Assigned task:
Would you filter the listing below so that only lines with the word "wrist" remain?

((

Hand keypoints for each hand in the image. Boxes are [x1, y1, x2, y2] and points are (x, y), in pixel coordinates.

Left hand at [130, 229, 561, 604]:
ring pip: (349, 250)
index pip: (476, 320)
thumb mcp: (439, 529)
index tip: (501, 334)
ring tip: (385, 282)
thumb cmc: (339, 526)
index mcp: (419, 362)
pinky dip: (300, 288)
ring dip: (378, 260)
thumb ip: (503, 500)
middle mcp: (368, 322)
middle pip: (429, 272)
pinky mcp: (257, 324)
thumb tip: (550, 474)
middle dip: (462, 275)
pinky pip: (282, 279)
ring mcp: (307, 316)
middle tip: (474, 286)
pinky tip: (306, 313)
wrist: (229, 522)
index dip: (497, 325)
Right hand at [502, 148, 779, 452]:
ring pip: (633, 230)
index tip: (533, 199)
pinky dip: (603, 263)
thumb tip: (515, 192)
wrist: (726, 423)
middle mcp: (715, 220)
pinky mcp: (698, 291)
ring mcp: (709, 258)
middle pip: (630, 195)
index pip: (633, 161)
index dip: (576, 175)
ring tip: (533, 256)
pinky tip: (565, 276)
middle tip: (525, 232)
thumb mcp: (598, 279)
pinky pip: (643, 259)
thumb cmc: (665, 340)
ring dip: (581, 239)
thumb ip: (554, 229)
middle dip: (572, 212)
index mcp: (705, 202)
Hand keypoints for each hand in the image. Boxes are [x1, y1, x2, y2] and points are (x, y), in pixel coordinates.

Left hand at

))
((

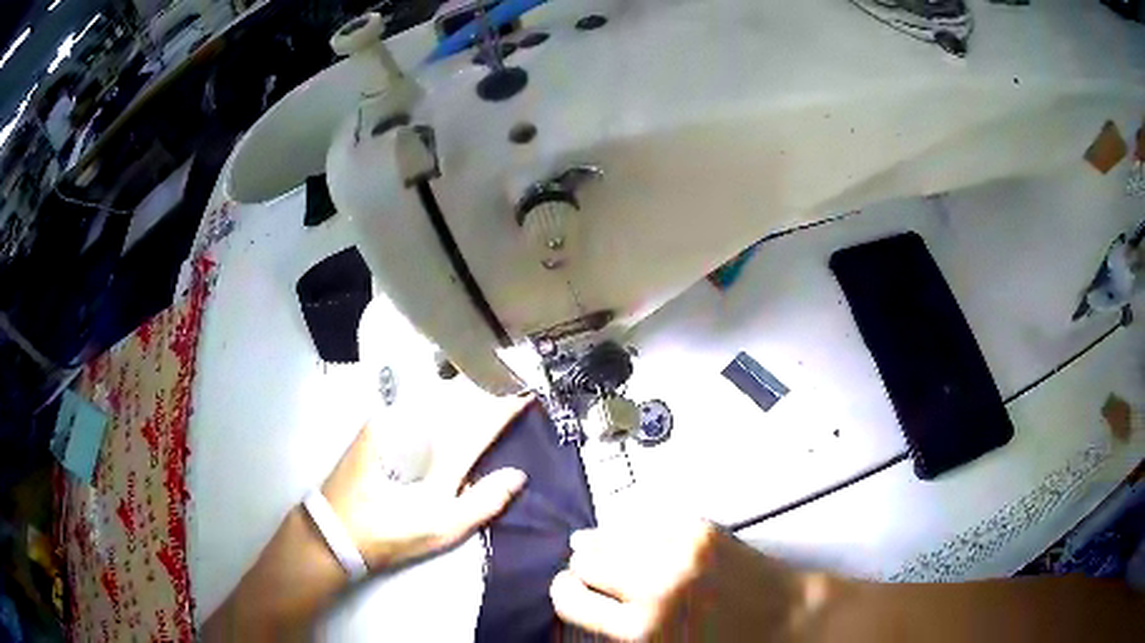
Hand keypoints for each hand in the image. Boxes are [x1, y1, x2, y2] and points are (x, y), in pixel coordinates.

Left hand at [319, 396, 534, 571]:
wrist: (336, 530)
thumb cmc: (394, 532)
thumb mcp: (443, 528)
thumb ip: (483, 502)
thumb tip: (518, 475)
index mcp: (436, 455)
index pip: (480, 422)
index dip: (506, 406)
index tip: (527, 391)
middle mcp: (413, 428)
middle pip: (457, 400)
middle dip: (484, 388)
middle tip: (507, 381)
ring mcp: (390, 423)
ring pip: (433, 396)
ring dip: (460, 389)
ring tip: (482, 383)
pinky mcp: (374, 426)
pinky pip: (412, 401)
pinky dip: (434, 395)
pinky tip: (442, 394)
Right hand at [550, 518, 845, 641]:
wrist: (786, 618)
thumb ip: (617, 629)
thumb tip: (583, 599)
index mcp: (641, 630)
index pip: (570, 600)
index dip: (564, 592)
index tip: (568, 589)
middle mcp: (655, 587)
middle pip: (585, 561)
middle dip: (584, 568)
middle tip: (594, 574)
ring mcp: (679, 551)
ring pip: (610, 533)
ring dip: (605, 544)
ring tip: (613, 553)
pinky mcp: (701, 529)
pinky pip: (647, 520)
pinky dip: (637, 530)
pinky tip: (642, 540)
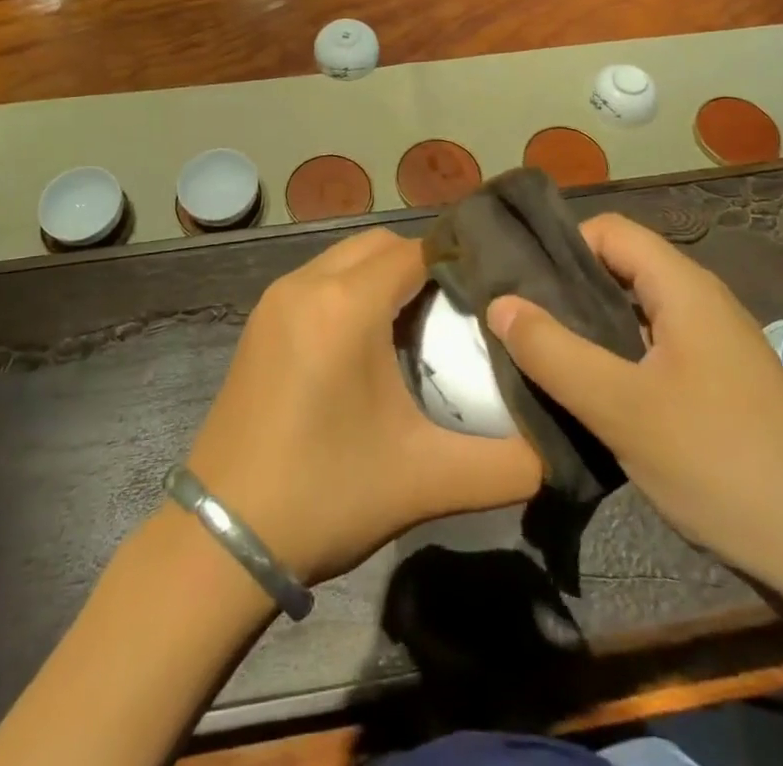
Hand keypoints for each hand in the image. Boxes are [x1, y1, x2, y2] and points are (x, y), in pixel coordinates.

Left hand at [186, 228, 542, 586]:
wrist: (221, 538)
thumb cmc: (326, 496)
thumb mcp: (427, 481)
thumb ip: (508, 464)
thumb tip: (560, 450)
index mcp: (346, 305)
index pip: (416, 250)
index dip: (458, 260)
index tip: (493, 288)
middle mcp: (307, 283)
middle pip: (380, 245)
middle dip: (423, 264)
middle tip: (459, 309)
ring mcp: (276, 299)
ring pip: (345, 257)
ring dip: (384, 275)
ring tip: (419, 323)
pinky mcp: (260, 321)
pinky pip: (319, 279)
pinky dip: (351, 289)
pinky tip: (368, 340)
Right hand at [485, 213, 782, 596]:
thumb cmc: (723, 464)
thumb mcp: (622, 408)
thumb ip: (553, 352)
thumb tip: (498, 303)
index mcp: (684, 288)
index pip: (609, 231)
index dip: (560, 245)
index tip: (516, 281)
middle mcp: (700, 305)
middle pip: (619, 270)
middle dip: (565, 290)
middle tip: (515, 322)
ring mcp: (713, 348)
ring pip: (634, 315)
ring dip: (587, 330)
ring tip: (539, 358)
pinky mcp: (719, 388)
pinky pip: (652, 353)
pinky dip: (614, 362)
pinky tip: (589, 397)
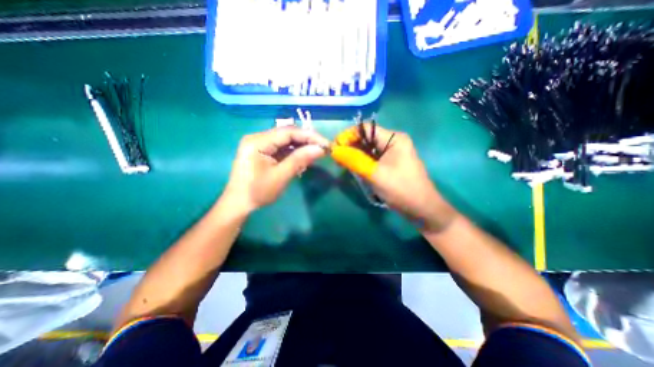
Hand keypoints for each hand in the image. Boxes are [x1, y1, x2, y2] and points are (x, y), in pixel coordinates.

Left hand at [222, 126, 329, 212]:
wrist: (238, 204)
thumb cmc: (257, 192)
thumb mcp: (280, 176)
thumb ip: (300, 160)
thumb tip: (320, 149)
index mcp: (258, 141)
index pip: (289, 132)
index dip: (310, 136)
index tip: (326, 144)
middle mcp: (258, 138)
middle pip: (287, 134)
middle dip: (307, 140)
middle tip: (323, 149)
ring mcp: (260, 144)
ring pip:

))

Task result:
wrist: (229, 522)
wrist: (726, 423)
wrist: (336, 530)
wrist: (786, 618)
wrist: (221, 538)
wrist: (238, 204)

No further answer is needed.